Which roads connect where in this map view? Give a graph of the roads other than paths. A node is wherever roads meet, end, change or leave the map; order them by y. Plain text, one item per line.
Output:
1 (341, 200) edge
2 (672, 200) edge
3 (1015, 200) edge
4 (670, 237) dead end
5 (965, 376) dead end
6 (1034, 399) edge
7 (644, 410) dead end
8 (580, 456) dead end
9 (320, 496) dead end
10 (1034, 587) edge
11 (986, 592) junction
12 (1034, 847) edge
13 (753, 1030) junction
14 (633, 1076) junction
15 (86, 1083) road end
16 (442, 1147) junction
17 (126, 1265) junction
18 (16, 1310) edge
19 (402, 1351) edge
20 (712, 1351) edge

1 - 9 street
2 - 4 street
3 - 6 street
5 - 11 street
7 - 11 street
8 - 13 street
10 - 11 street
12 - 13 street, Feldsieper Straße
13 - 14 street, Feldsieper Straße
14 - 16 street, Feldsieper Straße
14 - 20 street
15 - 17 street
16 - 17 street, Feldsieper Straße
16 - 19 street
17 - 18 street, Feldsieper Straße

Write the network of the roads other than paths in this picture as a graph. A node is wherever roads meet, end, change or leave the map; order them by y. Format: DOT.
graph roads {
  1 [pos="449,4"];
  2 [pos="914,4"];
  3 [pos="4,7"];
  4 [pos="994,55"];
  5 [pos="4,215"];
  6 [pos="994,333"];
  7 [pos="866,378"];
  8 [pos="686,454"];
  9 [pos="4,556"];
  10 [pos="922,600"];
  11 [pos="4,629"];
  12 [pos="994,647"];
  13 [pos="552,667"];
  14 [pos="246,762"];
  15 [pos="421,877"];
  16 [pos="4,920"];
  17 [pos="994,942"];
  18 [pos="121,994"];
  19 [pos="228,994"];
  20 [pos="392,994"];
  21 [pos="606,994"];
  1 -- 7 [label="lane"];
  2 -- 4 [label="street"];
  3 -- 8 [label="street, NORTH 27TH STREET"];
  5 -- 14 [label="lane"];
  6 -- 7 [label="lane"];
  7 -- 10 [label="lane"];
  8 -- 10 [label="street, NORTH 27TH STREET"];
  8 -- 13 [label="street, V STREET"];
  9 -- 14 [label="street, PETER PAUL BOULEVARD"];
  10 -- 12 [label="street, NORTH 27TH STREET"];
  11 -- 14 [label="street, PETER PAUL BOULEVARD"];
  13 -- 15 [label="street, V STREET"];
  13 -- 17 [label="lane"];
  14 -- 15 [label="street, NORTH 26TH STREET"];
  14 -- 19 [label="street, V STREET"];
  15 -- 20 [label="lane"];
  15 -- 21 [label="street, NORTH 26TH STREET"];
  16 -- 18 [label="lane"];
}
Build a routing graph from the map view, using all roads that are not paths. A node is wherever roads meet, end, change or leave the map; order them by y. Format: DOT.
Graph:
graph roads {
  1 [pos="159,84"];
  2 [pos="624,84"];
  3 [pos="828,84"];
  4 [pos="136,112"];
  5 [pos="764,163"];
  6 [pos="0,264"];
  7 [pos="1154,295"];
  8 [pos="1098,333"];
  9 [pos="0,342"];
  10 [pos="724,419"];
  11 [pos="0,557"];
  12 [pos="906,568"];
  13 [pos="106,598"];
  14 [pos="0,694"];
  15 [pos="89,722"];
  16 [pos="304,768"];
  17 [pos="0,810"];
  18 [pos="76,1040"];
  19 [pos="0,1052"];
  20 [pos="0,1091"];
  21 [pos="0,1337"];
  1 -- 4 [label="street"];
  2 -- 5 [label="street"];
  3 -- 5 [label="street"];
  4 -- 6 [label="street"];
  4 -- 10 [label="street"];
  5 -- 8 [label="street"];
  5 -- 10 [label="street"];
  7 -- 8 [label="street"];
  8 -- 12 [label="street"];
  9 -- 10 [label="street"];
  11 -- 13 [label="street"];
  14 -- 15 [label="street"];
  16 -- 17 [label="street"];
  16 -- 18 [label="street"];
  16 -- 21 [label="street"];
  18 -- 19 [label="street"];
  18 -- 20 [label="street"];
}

_ _ _ _

▶ **Task**: Each record above is to be reproduced verbatim.

▶ **Your response**:
Which roads connect where in this map view? Give a graph of the roads other than paths. A node is wherever roads meet, end, change or leave the map; order them by y. Plain text, one item per line.
Output:
1 (341, 200) edge
2 (672, 200) edge
3 (1015, 200) edge
4 (670, 237) dead end
5 (965, 376) dead end
6 (1034, 399) edge
7 (644, 410) dead end
8 (580, 456) dead end
9 (320, 496) dead end
10 (1034, 587) edge
11 (986, 592) junction
12 (1034, 847) edge
13 (753, 1030) junction
14 (633, 1076) junction
15 (86, 1083) road end
16 (442, 1147) junction
17 (126, 1265) junction
18 (16, 1310) edge
19 (402, 1351) edge
20 (712, 1351) edge

1 - 9 street
2 - 4 street
3 - 6 street
5 - 11 street
7 - 11 street
8 - 13 street
10 - 11 street
12 - 13 street, Feldsieper Straße
13 - 14 street, Feldsieper Straße
14 - 16 street, Feldsieper Straße
14 - 20 street
15 - 17 street
16 - 17 street, Feldsieper Straße
16 - 19 street
17 - 18 street, Feldsieper Straße

Write the network of the roads other than paths in this picture as a graph. A node is wherever roads meet, end, change or leave the map; order them by y. Format: DOT.
graph roads {
  1 [pos="449,4"];
  2 [pos="914,4"];
  3 [pos="4,7"];
  4 [pos="994,55"];
  5 [pos="4,215"];
  6 [pos="994,333"];
  7 [pos="866,378"];
  8 [pos="686,454"];
  9 [pos="4,556"];
  10 [pos="922,600"];
  11 [pos="4,629"];
  12 [pos="994,647"];
  13 [pos="552,667"];
  14 [pos="246,762"];
  15 [pos="421,877"];
  16 [pos="4,920"];
  17 [pos="994,942"];
  18 [pos="121,994"];
  19 [pos="228,994"];
  20 [pos="392,994"];
  21 [pos="606,994"];
  1 -- 7 [label="lane"];
  2 -- 4 [label="street"];
  3 -- 8 [label="street, NORTH 27TH STREET"];
  5 -- 14 [label="lane"];
  6 -- 7 [label="lane"];
  7 -- 10 [label="lane"];
  8 -- 10 [label="street, NORTH 27TH STREET"];
  8 -- 13 [label="street, V STREET"];
  9 -- 14 [label="street, PETER PAUL BOULEVARD"];
  10 -- 12 [label="street, NORTH 27TH STREET"];
  11 -- 14 [label="street, PETER PAUL BOULEVARD"];
  13 -- 15 [label="street, V STREET"];
  13 -- 17 [label="lane"];
  14 -- 15 [label="street, NORTH 26TH STREET"];
  14 -- 19 [label="street, V STREET"];
  15 -- 20 [label="lane"];
  15 -- 21 [label="street, NORTH 26TH STREET"];
  16 -- 18 [label="lane"];
}
Build a routing graph from the map view, using all roads that are not paths. A node is wherever roads meet, end, change or leave the map; order them by y. Format: DOT.
Graph:
graph roads {
  1 [pos="159,84"];
  2 [pos="624,84"];
  3 [pos="828,84"];
  4 [pos="136,112"];
  5 [pos="764,163"];
  6 [pos="0,264"];
  7 [pos="1154,295"];
  8 [pos="1098,333"];
  9 [pos="0,342"];
  10 [pos="724,419"];
  11 [pos="0,557"];
  12 [pos="906,568"];
  13 [pos="106,598"];
  14 [pos="0,694"];
  15 [pos="89,722"];
  16 [pos="304,768"];
  17 [pos="0,810"];
  18 [pos="76,1040"];
  19 [pos="0,1052"];
  20 [pos="0,1091"];
  21 [pos="0,1337"];
  1 -- 4 [label="street"];
  2 -- 5 [label="street"];
  3 -- 5 [label="street"];
  4 -- 6 [label="street"];
  4 -- 10 [label="street"];
  5 -- 8 [label="street"];
  5 -- 10 [label="street"];
  7 -- 8 [label="street"];
  8 -- 12 [label="street"];
  9 -- 10 [label="street"];
  11 -- 13 [label="street"];
  14 -- 15 [label="street"];
  16 -- 17 [label="street"];
  16 -- 18 [label="street"];
  16 -- 21 [label="street"];
  18 -- 19 [label="street"];
  18 -- 20 [label="street"];
}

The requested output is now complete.